La femme de Fritz était arrivée ; on se mit à table. Le déjeuner fut gai et abondant.

Stephen nous dit, en parlant de Fritz et de sa famille : « Ils étaient mes amis quand j’étais pauvre et malheureux ; ils ne m’ont jamais abandonné. » Ce mot me fit mal. C’était un reproche juste, car je l’ai abandonné, je l’ai lâchement abandonné.

— Grâce à vous, dit Fritz, notre petite maison est rebâtie, j’ai un beau bateau neuf ; moi, ma femme et mes enfants, nous sommes nippés comme des princes, et j’ai des filets comme aucun pêcheur n’en possède à trente lieues à la ronde. Voyez ces beaux pigeons blancs qui voltigent sur notre toit ! Et encore, il y a deux vaches dans notre étable et des lapins derrière la maison. C’est à vous que nous devons tout cela.

Et, à ce souvenir, les enfants se levèrent et vinrent l’embrasser. Fritz et sa femme lui pressèrent les mains.

— Nous sommes bien heureux, dit-elle, et nous voudrions bien vous voir aussi heureux que nous. Il faut vous marier, avoir une femme belle comme madame, dit-elle en me désignant, une femme qui vous aimera comme j’aime mon Fritz.

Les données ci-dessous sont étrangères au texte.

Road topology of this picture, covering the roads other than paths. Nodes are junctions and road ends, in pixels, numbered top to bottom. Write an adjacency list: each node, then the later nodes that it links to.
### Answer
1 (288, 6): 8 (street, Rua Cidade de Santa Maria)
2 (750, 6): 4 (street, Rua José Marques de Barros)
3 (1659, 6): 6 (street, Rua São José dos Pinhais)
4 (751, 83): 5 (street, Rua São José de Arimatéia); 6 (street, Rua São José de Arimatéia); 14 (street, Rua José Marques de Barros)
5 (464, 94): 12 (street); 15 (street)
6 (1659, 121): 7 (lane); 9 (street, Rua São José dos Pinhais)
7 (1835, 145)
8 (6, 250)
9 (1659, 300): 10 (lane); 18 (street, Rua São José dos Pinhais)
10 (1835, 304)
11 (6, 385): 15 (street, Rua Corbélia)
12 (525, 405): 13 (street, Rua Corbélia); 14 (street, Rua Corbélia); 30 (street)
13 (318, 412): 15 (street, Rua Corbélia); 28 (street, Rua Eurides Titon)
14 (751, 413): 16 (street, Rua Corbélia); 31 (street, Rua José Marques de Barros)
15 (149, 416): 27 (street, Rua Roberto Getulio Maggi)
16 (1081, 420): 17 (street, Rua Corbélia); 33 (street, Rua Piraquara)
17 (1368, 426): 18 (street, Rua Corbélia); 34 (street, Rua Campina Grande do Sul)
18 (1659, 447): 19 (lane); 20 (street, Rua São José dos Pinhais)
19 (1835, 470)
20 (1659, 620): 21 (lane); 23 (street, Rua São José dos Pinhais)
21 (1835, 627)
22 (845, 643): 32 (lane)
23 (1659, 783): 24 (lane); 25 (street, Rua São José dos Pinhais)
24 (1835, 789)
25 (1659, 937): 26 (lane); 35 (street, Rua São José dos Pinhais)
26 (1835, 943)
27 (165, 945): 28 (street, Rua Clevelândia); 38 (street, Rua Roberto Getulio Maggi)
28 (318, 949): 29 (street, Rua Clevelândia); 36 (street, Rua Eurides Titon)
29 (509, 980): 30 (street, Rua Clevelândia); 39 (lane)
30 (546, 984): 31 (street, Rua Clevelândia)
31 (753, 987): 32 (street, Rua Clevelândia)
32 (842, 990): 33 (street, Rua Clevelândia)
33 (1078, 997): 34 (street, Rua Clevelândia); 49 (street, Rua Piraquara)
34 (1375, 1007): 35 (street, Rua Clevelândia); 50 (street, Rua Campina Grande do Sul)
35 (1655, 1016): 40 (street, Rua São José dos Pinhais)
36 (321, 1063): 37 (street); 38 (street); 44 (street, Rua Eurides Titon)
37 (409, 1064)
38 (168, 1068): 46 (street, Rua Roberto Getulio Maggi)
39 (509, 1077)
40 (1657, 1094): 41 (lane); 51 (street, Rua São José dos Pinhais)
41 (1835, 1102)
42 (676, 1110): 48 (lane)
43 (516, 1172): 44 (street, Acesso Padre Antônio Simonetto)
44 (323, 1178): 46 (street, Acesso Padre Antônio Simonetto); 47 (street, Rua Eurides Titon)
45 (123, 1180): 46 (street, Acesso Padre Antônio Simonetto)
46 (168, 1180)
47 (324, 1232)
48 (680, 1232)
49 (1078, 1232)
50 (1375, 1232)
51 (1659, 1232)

Eh ! qui vous aimerait pas ? dit-elle.

— Oui, dit Jehan, l’aîné des garçons, tu auras des enfants, je leur apprendrai à nager et à ramer, comme tu nous l’as appris, et nous les aimerons bien ; ce seront des frères de plus pour jouer avec nous le dimanche ; nous leur donnerons les plus fromages et les plus beaux fruits, et nous aurons bien soin d’eux pour qu’il ne leur arrive pas d’accidents.

La femme de Fritz fit signe aux enfants de se taire, car Stephen pleurait.

Oh ! Suzanne, quel reproche pour moi ! Comme ces gens m’auraient maudite s’ils avaient su que c’est moi qui ai privé leur ami d’un bonheur pour lequel il était si bien fait !

Je ne pouvais plus rester, j’étouffais. Heureusement Stephen, aidé de Fritz, alla remettre les chevaux à la voiture ; puis il embrassa tout le monde et remonta sur son cheval gris, que les enfants lui amenaient et qu’ils caressaient et embrassaient aussi.